Grant Perkins (gcperkins@wpi.edu)
In this project, I developed a distributed machine learning solution with TensorFlow and AWS SageMaker.
Features:
- Distributed computing:
- One virtual computer runs this Jupyter Notebook
- One virtual computer stores dataset (in AWS S3)
- Multiple virtual computers run the training job
- Machine Learning:
- Trains a convolutional neural network to recognize digits in the MNIST dataset
- Customizable hyperparameters (epochs, batch size, learning rate)

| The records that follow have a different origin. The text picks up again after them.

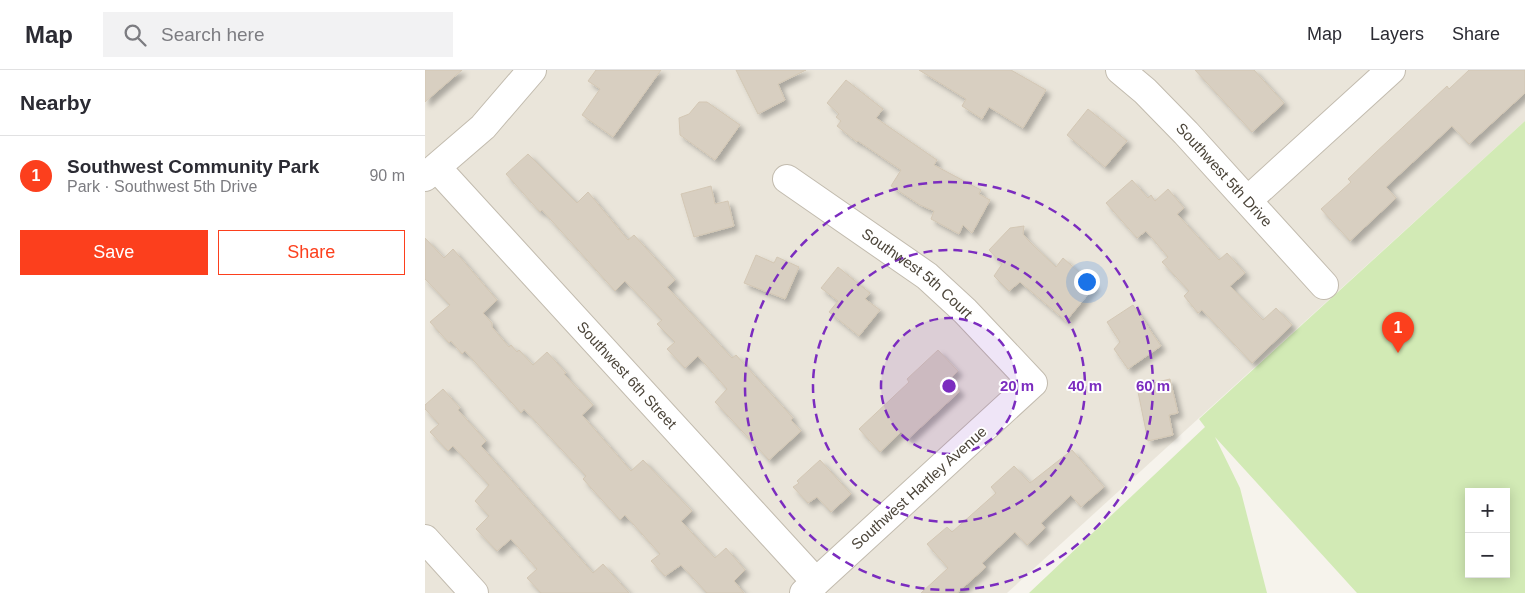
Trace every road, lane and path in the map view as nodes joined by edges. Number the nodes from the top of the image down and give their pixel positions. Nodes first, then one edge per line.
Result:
1 (532, 70) edge
2 (1120, 70) edge
3 (1391, 70) edge
4 (431, 173) edge
5 (787, 179) dead end
6 (1248, 200) junction
7 (1324, 285) dead end
8 (1033, 384) joint
9 (425, 539) edge
10 (810, 588) edge
11 (474, 593) edge

1 - 4 street
2 - 6 street, Southwest 5th Drive
3 - 6 street
4 - 10 street, Southwest 6th Street
5 - 8 street, Southwest 5th Court
6 - 7 street, Southwest 5th Drive
8 - 10 street, Southwest Hartley Avenue
9 - 11 street

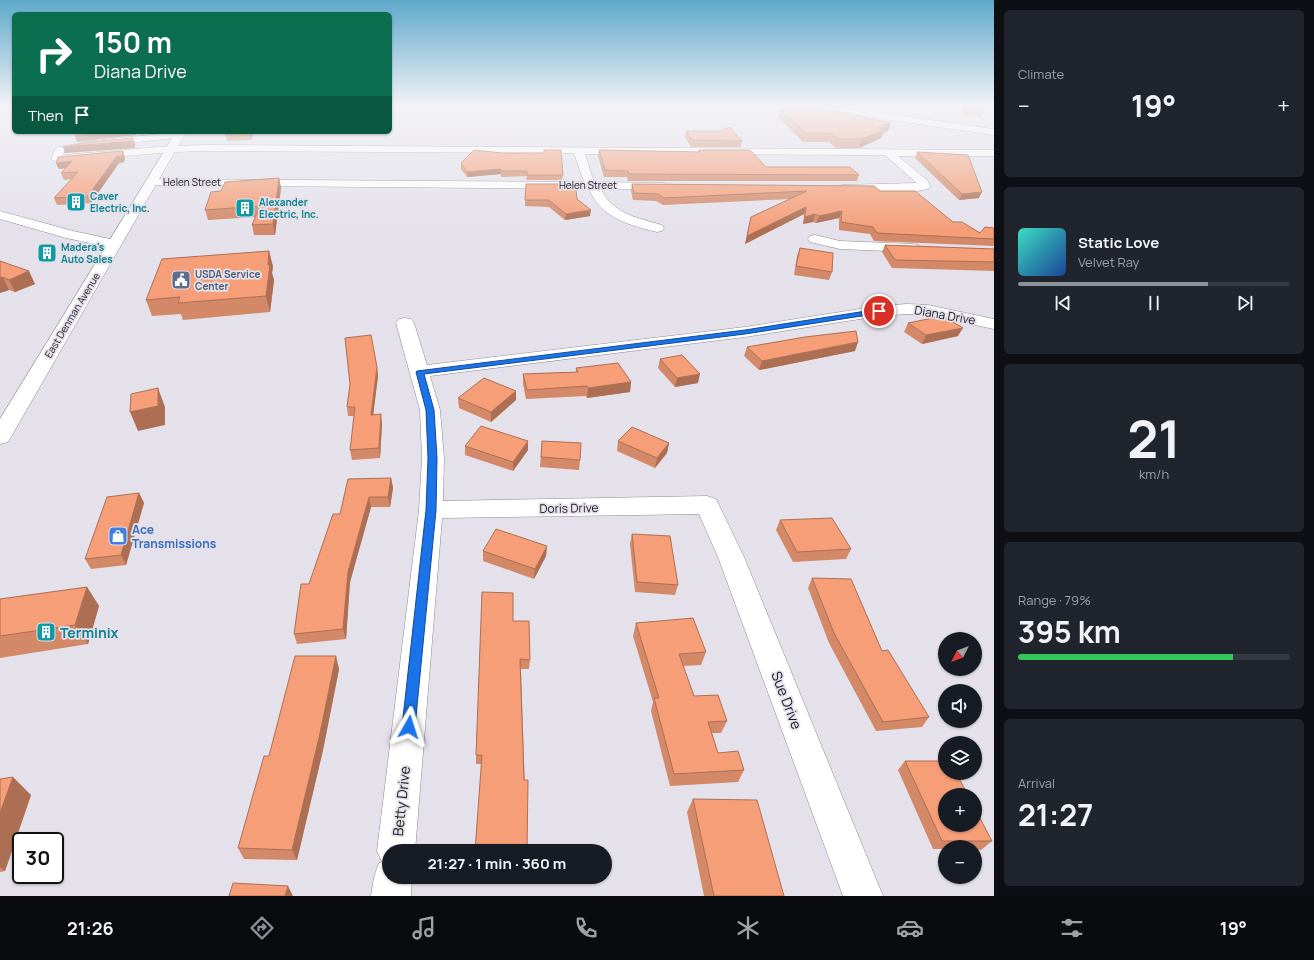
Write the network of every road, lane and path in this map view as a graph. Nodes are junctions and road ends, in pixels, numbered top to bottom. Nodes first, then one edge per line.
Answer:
1 (77, 147) edge
2 (139, 147) edge
3 (172, 149) junction
4 (578, 149) junction
5 (136, 152) junction
6 (887, 152) junction
7 (994, 153) edge
8 (151, 182) junction
9 (594, 185) junction
10 (672, 186) edge
11 (835, 188) edge
12 (0, 215) edge
13 (657, 228) dead end
14 (815, 239) dead end
15 (114, 244) junction
16 (930, 249) edge
17 (405, 323) dead end
18 (994, 324) edge
19 (420, 372) junction
20 (0, 437) edge
21 (707, 505) joint
22 (431, 510) junction
23 (397, 844) edge
24 (392, 884) edge
25 (391, 896) edge
26 (863, 896) edge

1 - 5 main road
2 - 5 main road
3 - 4 main road
3 - 5 main road
3 - 8 main road, East Denman Avenue
4 - 6 main road
4 - 9 main road
6 - 7 main road
6 - 11 main road
8 - 9 main road, Helen Street
8 - 15 main road, East Denman Avenue
9 - 10 main road, Helen Street
9 - 13 main road
12 - 15 main road
14 - 16 main road
15 - 20 main road, East Denman Avenue
17 - 19 main road, Betty Drive
18 - 19 main road, Diana Drive
19 - 22 main road, Betty Drive
21 - 22 main road, Doris Drive
21 - 26 main road, Sue Drive
22 - 23 main road, Betty Drive
24 - 25 main road

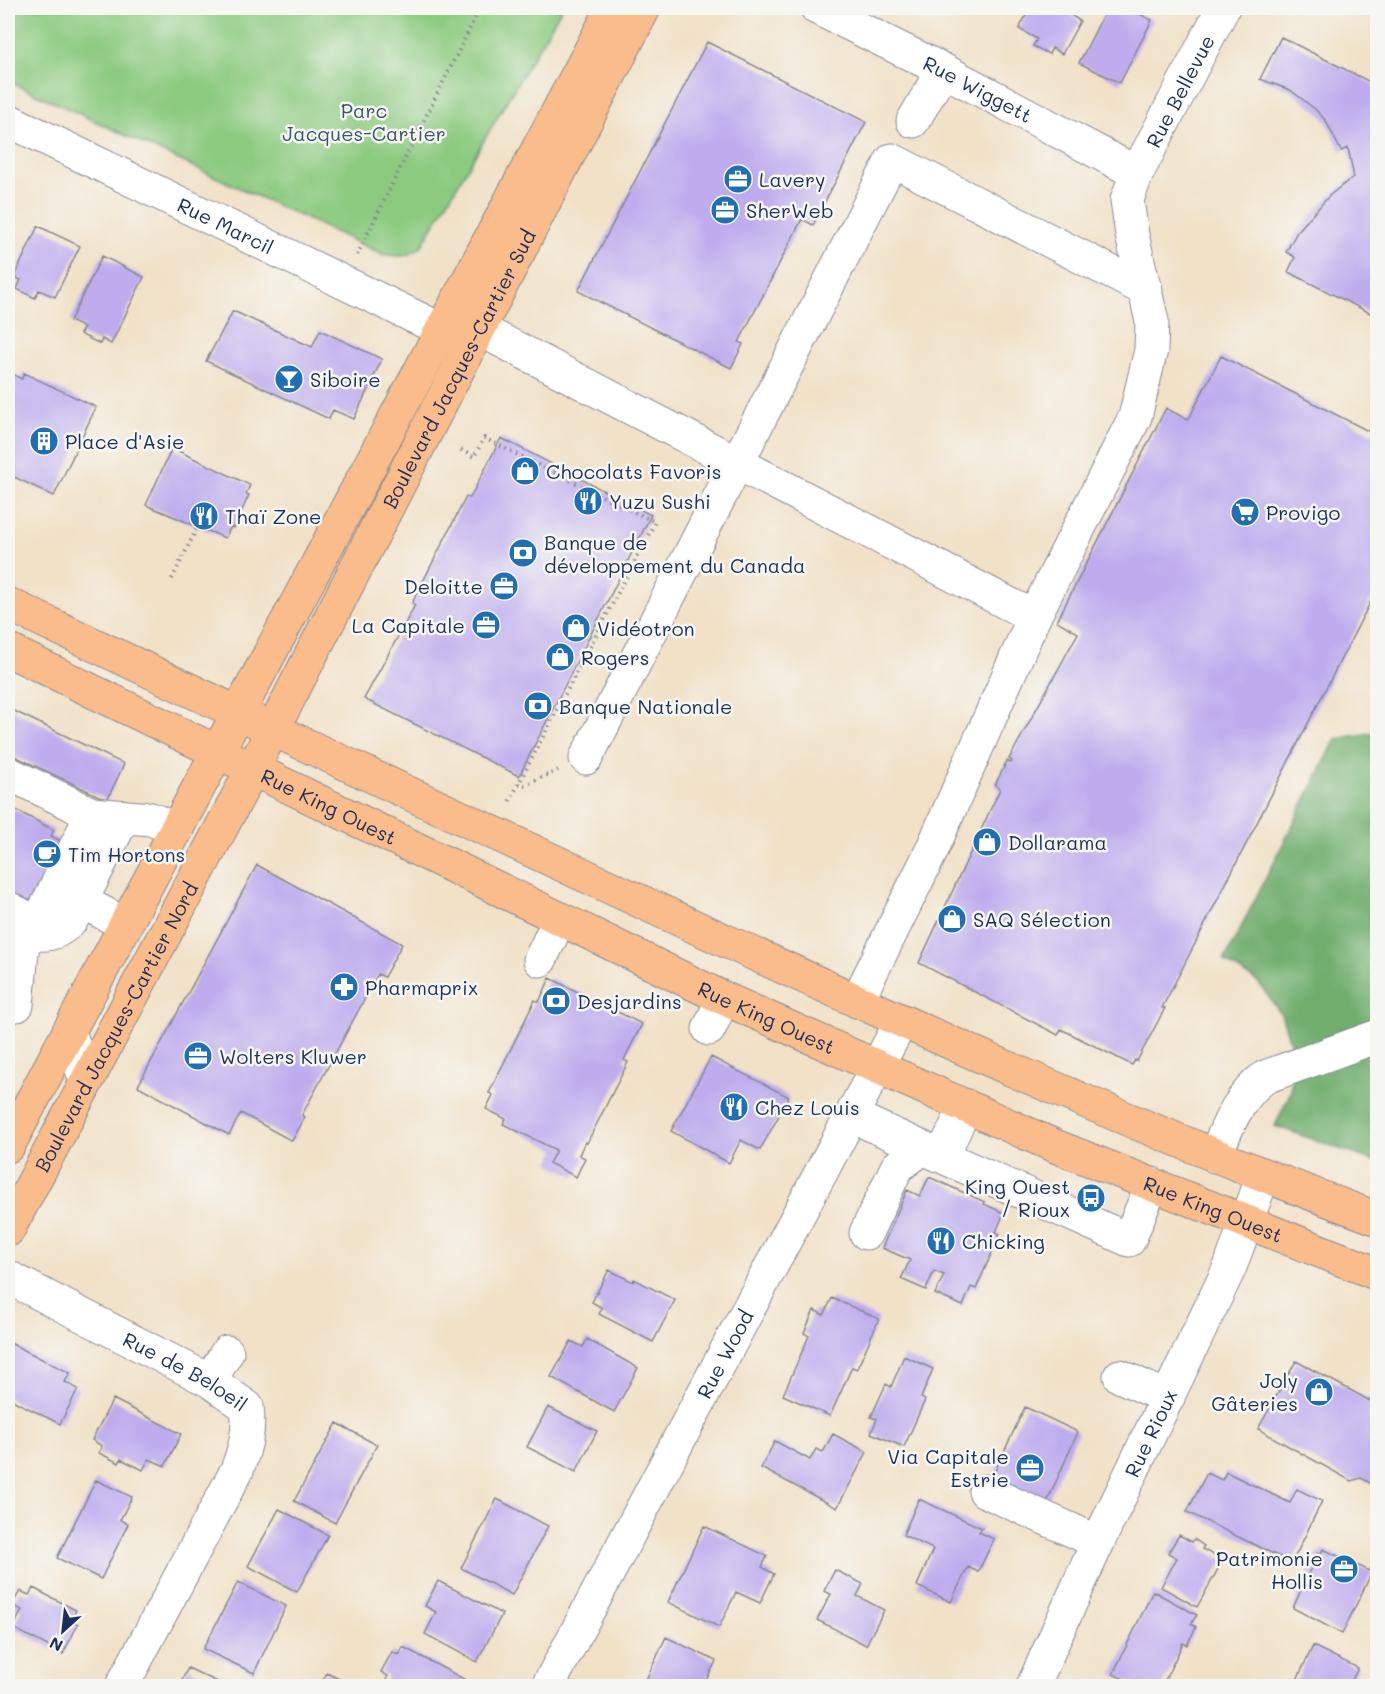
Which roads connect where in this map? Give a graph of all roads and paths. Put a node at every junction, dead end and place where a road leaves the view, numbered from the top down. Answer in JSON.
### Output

I started this project on 4/30/2021, for CS 4513.
mnist.ipynb
contains a Jupyter notebook to run in SageMaker.
output.ipynb
shows the expected output if your run all the blocks from mnist.ipynb.
mnist.py
contains all of the actual machine learning code
In this section, I download the dataset, and upload it to a computer controlled by AWS S3, a long-term data service. The dataset is split between all of the workers, so N slices of the dataset are uploaded to S3.
This step runs mnist.py
across many workers. Data is downloaded from AWS S3. Each worker has a different "rank", and
this rank is used to determine which slice of the dataset the worker should use. The rank 0 worker is considered the
master. This master worker prints metrics every 50 epochs. mnist.py
trains a custom convolutional neural network. It
calculates loss using cross entropy. I am using an Adam Optimizer.
The majority of modifications between a normal MNIST model and mine is in the training_step
function. This function
leverages a SageMaker API to calculate loss from all of the workers in the master worker.